Pour de nombreux protagonistes, la présence de la CFDT dans l’intersyndicale empêche tout durcissement du mouvement, surtout après un 7 mars où les taux de grévistes n’ont pas été à la hauteur des espérances. « Faire grève un jour puis retourner au travail, ça ne sert à rien », poursuit Anasse Kazib.
« Je ne trouve pas que les syndicats plus modérés imposent une ligne trop tendre au mouvement », réfute Benoît Teste, secrétaire général de la FSU. « La grève, ça ne se construit pas en appuyant sur un bouton. À la CGT, nous continuons d’appeler à massifier les grèves reconductibles », rappelle Catherine Perret.
En choisissant la date du jeudi 23 mars, les leaders syndicaux se doutaient bien que des mobilisations spontanées verraient le jour entre-temps. D’une certaine manière, ce choix les dédouane des actions plus radicales et violentes qui ont eu lieu ces derniers jours. C’est aussi une façon de placer l’exécutif devant ses responsabilités. Lui, et lui seul, est responsable de cette explosion sociale.
Malgré tout, si l’intersyndicale est restée mesurée, le caractère antidémocratique du recours au 49.3 a heurté bon nombre de personnes. Depuis, de nombreux secteurs ont appelé à poursuivre et à durcir les mouvements de grève. Du fait de la mobilisation dans les raffineries par exemple, de plus en plus de stations-service commencent à manquer de carburant.

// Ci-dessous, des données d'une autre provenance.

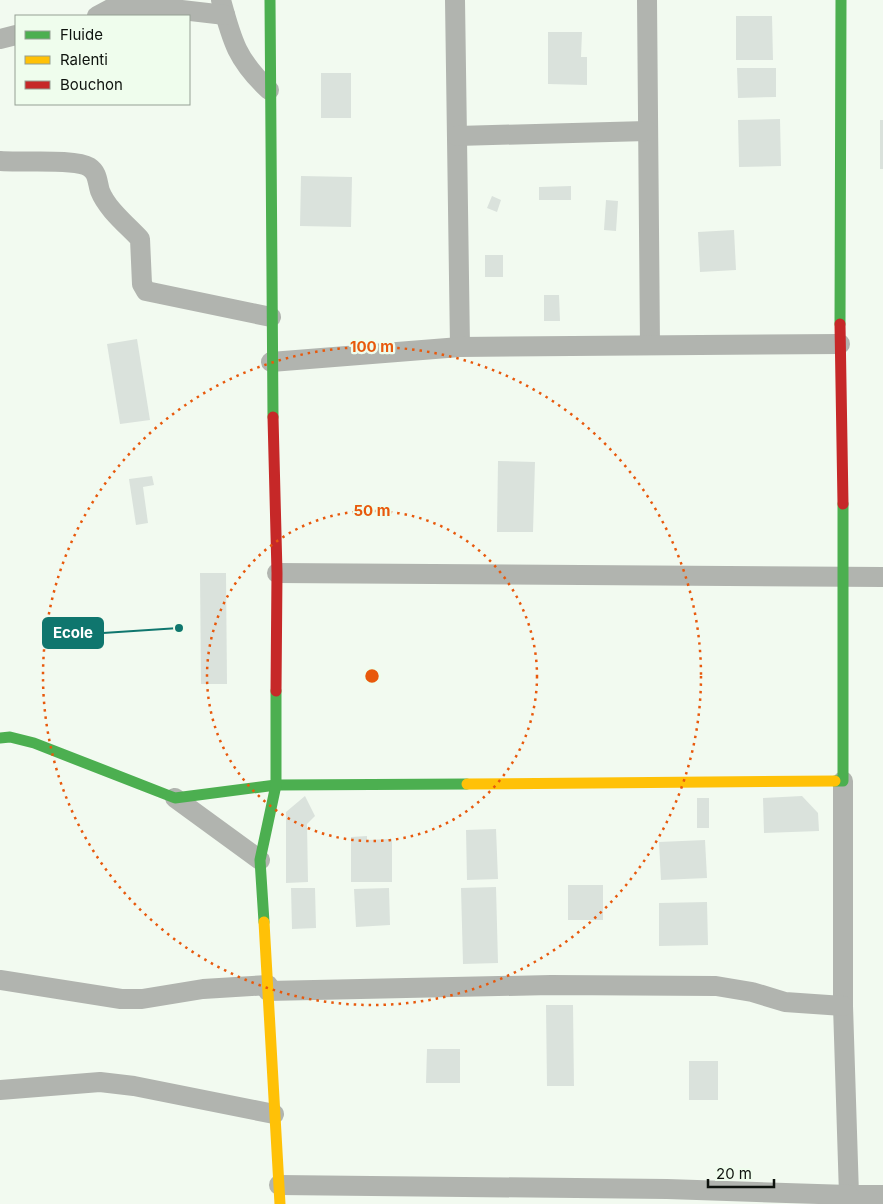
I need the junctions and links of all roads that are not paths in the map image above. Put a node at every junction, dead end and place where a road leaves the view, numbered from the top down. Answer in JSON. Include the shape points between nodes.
{"nodes":[{"id":1,"x":270,"y":0,"type":"edge"},
{"id":2,"x":455,"y":0,"type":"edge"},
{"id":3,"x":647,"y":0,"type":"edge"},
{"id":4,"x":841,"y":0,"type":"edge"},
{"id":5,"x":223,"y":7,"type":"edge"},
{"id":6,"x":99,"y":15,"type":"edge"},
{"id":7,"x":15,"y":35,"type":"edge"},
{"id":8,"x":0,"y":39,"type":"edge"},
{"id":9,"x":269,"y":90,"type":"junction"},
{"id":10,"x":648,"y":131,"type":"junction"},
{"id":11,"x":457,"y":136,"type":"junction"},
{"id":12,"x":0,"y":161,"type":"edge"},
{"id":13,"x":271,"y":317,"type":"junction"},
{"id":14,"x":840,"y":344,"type":"junction"},
{"id":15,"x":650,"y":345,"type":"junction"},
{"id":16,"x":460,"y":347,"type":"junction"},
{"id":17,"x":271,"y":362,"type":"junction"},
{"id":18,"x":277,"y":574,"type":"junction"},
{"id":19,"x":845,"y":577,"type":"junction"},
{"id":20,"x":883,"y":577,"type":"edge"},
{"id":21,"x":0,"y":738,"type":"edge"},
{"id":22,"x":843,"y":781,"type":"junction"},
{"id":23,"x":276,"y":785,"type":"junction"},
{"id":24,"x":174,"y":798,"type":"junction"},
{"id":25,"x":260,"y":860,"type":"junction"},
{"id":26,"x":0,"y":980,"type":"edge"},
{"id":27,"x":268,"y":988,"type":"junction"},
{"id":28,"x":843,"y":1006,"type":"junction"},
{"id":29,"x":0,"y":1090,"type":"edge"},
{"id":30,"x":274,"y":1114,"type":"junction"},
{"id":31,"x":883,"y":1194,"type":"edge"},
{"id":32,"x":279,"y":1195,"type":"edge"},
{"id":33,"x":667,"y":1196,"type":"edge"},
{"id":34,"x":849,"y":1199,"type":"edge"}],
"edges":[{"from":1,"to":9,"type":"street"},
{"from":2,"to":11,"type":"street"},
{"from":3,"to":10,"type":"street"},
{"from":4,"to":14,"type":"street"},
{"from":5,"to":6,"type":"street","via":[[116,6]]},
{"from":5,"to":9,"type":"street","via":[[236,50],[246,67]]},
{"from":7,"to":8,"type":"street"},
{"from":9,"to":13,"type":"street"},
{"from":10,"to":11,"type":"street"},
{"from":10,"to":15,"type":"street"},
{"from":11,"to":16,"type":"street"},
{"from":12,"to":13,"type":"street","via":[[76,163],[88,166],[97,174],[101,192],[112,210],[140,239],[142,284],[146,291]]},
{"from":13,"to":17,"type":"street"},
{"from":14,"to":15,"type":"street"},
{"from":14,"to":19,"type":"street"},
{"from":15,"to":16,"type":"street"},
{"from":16,"to":17,"type":"street"},
{"from":17,"to":18,"type":"street"},
{"from":18,"to":19,"type":"street"},
{"from":18,"to":23,"type":"street"},
{"from":19,"to":20,"type":"street"},
{"from":19,"to":22,"type":"street"},
{"from":21,"to":24,"type":"street","via":[[10,737],[50,748]]},
{"from":22,"to":23,"type":"street"},
{"from":22,"to":28,"type":"street"},
{"from":23,"to":24,"type":"street"},
{"from":23,"to":25,"type":"street"},
{"from":24,"to":25,"type":"street"},
{"from":25,"to":27,"type":"street"},
{"from":26,"to":27,"type":"street","via":[[142,999],[203,990]]},
{"from":27,"to":28,"type":"street","via":[[716,986],[786,1002]]},
{"from":27,"to":30,"type":"street"},
{"from":28,"to":34,"type":"street"},
{"from":29,"to":30,"type":"street","via":[[100,1082]]},
{"from":30,"to":32,"type":"street"},
{"from":31,"to":34,"type":"street"},
{"from":32,"to":33,"type":"street"},
{"from":33,"to":34,"type":"street"}]}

« On est dans une séquence où on peut encore imposer un rapport de force. Donc on le dit clairement, c’est vraiment là qu’il faut agir, c’est vraiment jeudi qu’il faut se mettre en grève », conclut Benoît Teste. À voir si, ce jeudi, les organisations syndicales réussiront à ne pas se faire déborder dans les rues par une colère trop bouillonnante pour qu’elles arrivent à la contenir.